What you should do: Stop after the line with "Digitize the connectivity of the"; until then, please copy every line of the records word for word from the first.
··· Stored data
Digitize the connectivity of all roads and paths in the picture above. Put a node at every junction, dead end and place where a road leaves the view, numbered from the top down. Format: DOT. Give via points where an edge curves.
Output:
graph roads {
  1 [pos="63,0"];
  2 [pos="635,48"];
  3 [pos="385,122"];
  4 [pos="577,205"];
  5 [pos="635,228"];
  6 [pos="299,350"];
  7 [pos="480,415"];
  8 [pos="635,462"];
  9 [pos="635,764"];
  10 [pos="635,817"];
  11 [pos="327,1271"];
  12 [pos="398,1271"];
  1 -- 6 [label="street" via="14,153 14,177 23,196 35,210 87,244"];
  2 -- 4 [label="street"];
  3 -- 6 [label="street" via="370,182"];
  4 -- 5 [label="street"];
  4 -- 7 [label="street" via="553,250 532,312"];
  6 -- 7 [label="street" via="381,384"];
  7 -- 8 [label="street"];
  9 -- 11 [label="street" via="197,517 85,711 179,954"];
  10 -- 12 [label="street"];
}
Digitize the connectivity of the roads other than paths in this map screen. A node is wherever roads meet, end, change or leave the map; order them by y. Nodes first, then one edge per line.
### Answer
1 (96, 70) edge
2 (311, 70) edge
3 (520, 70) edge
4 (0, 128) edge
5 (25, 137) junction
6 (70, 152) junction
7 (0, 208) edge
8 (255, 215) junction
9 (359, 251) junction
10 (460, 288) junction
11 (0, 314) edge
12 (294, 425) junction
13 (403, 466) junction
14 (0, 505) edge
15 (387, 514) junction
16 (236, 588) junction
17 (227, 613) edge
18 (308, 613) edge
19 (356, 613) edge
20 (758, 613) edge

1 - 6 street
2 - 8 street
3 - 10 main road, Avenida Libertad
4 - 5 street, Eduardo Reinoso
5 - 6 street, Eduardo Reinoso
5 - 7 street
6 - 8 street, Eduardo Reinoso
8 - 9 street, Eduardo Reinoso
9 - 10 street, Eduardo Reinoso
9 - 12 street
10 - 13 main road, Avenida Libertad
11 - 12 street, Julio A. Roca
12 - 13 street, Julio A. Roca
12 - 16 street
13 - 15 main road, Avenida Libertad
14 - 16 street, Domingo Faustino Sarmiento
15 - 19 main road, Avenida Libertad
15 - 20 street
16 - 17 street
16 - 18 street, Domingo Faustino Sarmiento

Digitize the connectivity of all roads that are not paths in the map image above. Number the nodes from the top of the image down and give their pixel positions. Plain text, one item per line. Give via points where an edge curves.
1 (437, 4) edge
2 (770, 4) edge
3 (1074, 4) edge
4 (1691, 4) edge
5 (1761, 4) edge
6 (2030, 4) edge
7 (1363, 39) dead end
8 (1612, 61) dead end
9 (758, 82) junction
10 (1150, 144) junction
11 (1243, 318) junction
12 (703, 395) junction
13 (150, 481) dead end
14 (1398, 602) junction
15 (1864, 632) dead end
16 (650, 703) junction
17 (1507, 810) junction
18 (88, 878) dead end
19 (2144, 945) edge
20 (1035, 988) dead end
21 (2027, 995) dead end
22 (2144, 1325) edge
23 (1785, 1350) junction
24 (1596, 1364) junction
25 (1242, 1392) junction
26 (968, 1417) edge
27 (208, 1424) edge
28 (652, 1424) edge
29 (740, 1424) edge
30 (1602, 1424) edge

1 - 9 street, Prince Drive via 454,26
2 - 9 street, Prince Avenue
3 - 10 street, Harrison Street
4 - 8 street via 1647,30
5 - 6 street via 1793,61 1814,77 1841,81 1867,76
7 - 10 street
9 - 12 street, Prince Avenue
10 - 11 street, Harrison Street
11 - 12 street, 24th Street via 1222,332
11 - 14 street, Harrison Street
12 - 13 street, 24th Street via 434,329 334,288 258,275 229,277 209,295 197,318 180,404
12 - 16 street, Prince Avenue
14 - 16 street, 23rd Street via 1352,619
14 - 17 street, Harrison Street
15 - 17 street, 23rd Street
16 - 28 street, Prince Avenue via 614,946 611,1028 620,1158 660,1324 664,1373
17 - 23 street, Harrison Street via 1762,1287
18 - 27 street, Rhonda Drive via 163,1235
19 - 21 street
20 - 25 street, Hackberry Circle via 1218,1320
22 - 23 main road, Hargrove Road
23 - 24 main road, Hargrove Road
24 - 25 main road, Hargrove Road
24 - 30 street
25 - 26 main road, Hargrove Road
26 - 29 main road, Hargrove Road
······
Problem solution:
Digitize the connectivity of all roads and paths in the picture above. Put a node at every junction, dead end and place where a road leaves the view, numbered from the top down. Format: DOT. Give via points where an edge curves.
Output:
graph roads {
  1 [pos="63,0"];
  2 [pos="635,48"];
  3 [pos="385,122"];
  4 [pos="577,205"];
  5 [pos="635,228"];
  6 [pos="299,350"];
  7 [pos="480,415"];
  8 [pos="635,462"];
  9 [pos="635,764"];
  10 [pos="635,817"];
  11 [pos="327,1271"];
  12 [pos="398,1271"];
  1 -- 6 [label="street" via="14,153 14,177 23,196 35,210 87,244"];
  2 -- 4 [label="street"];
  3 -- 6 [label="street" via="370,182"];
  4 -- 5 [label="street"];
  4 -- 7 [label="street" via="553,250 532,312"];
  6 -- 7 [label="street" via="381,384"];
  7 -- 8 [label="street"];
  9 -- 11 [label="street" via="197,517 85,711 179,954"];
  10 -- 12 [label="street"];
}
Digitize the connectivity of the roads other than paths in this map screen. A node is wherever roads meet, end, change or leave the map; order them by y. Nodes first, then one edge per line.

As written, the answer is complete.